### Data for this exercise
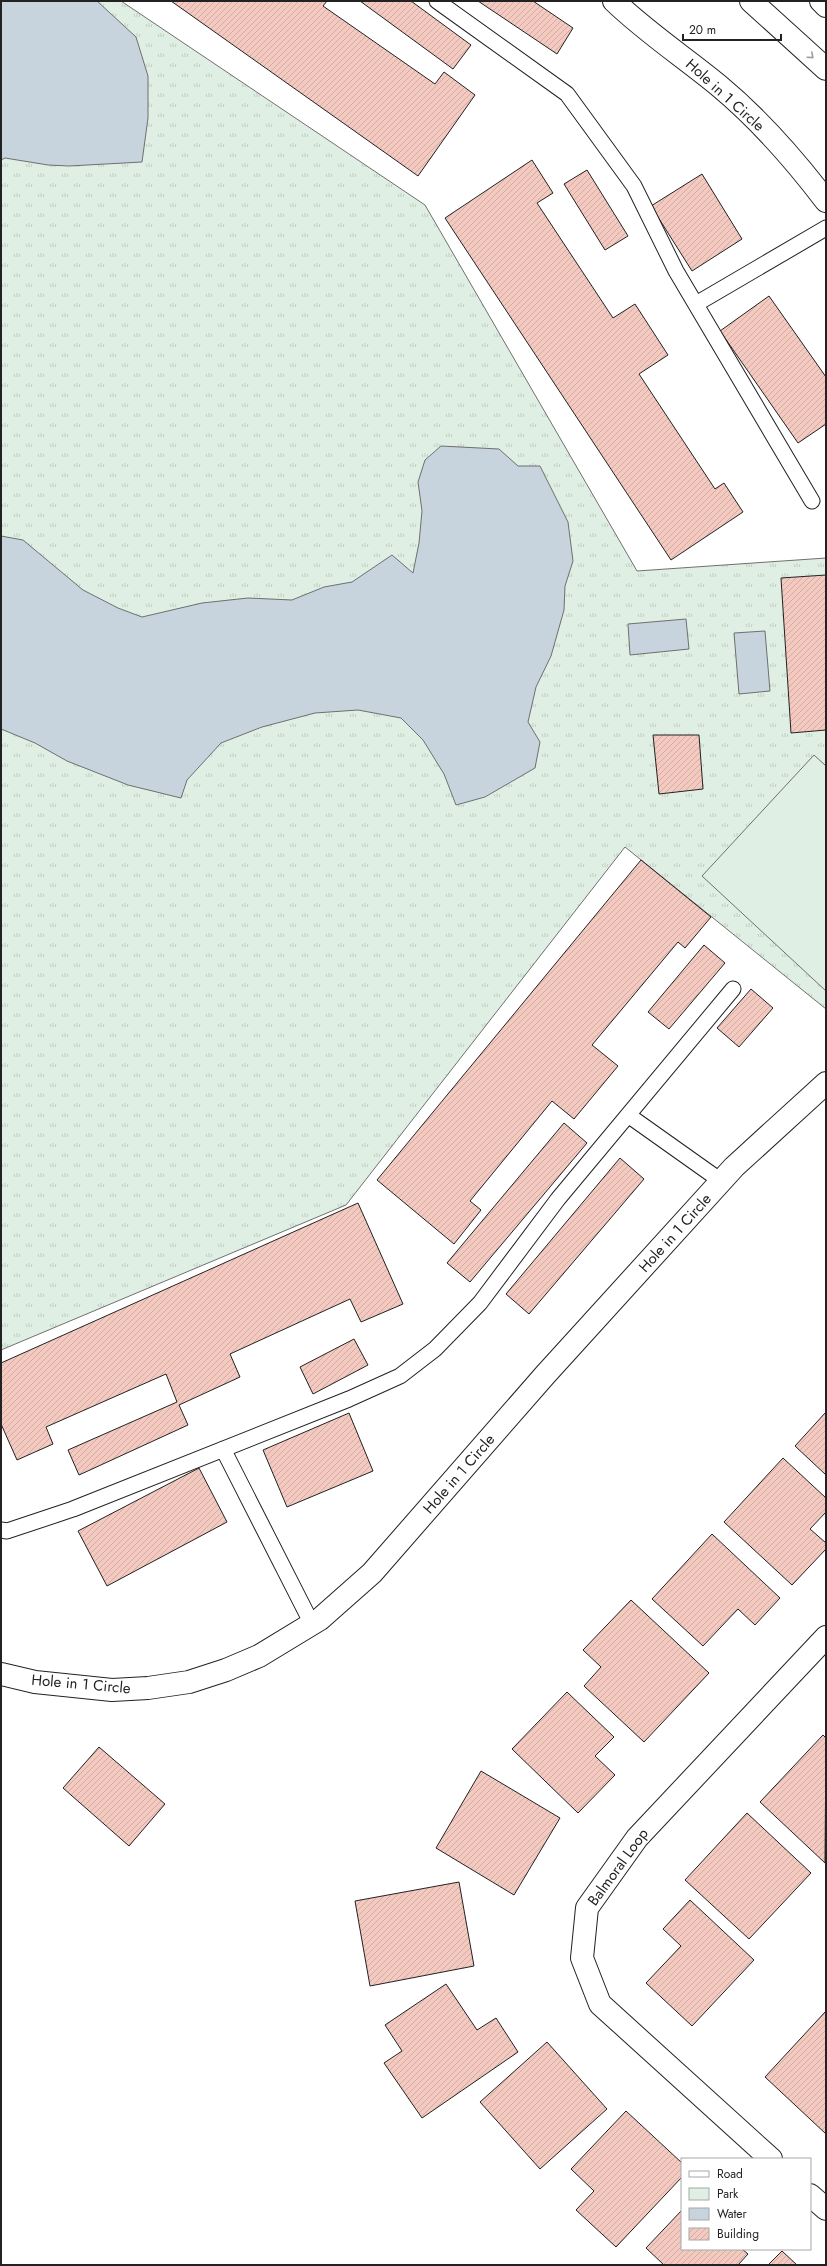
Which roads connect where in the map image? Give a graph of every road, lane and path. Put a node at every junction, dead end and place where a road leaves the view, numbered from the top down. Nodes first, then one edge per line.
1 (436, 1) edge
2 (614, 1) edge
3 (751, 1) edge
4 (821, 1) edge
5 (826, 6) edge
6 (826, 69) edge
7 (826, 201) edge
8 (826, 228) edge
9 (696, 304) junction
10 (812, 501) dead end
11 (733, 989) dead end
12 (826, 1083) edge
13 (628, 1115) junction
14 (721, 1181) junction
15 (223, 1449) junction
16 (1, 1530) edge
17 (312, 1624) junction
18 (826, 1637) edge
19 (1, 1674) edge
20 (770, 2158) edge
21 (811, 2196) edge
22 (826, 2209) edge

1 - 9 lane
2 - 7 street, Hole in 1 Circle
3 -> 6 street
4 - 5 street
8 - 9 lane
9 - 10 lane
11 - 13 lane
12 - 14 street, Hole in 1 Circle
13 - 14 lane
13 - 15 lane
14 - 17 street, Hole in 1 Circle
15 - 16 lane
15 - 17 lane
17 - 19 street, Hole in 1 Circle
18 - 20 street, Balmoral Loop
21 - 22 street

### Work request
Make an exact copy of the data, leaving its pictures out.

### Solution
Which roads connect where in the map image? Give a graph of every road, lane and path. Put a node at every junction, dead end and place where a road leaves the view, numbered from the top down. Nodes first, then one edge per line.
1 (436, 1) edge
2 (614, 1) edge
3 (751, 1) edge
4 (821, 1) edge
5 (826, 6) edge
6 (826, 69) edge
7 (826, 201) edge
8 (826, 228) edge
9 (696, 304) junction
10 (812, 501) dead end
11 (733, 989) dead end
12 (826, 1083) edge
13 (628, 1115) junction
14 (721, 1181) junction
15 (223, 1449) junction
16 (1, 1530) edge
17 (312, 1624) junction
18 (826, 1637) edge
19 (1, 1674) edge
20 (770, 2158) edge
21 (811, 2196) edge
22 (826, 2209) edge

1 - 9 lane
2 - 7 street, Hole in 1 Circle
3 -> 6 street
4 - 5 street
8 - 9 lane
9 - 10 lane
11 - 13 lane
12 - 14 street, Hole in 1 Circle
13 - 14 lane
13 - 15 lane
14 - 17 street, Hole in 1 Circle
15 - 16 lane
15 - 17 lane
17 - 19 street, Hole in 1 Circle
18 - 20 street, Balmoral Loop
21 - 22 street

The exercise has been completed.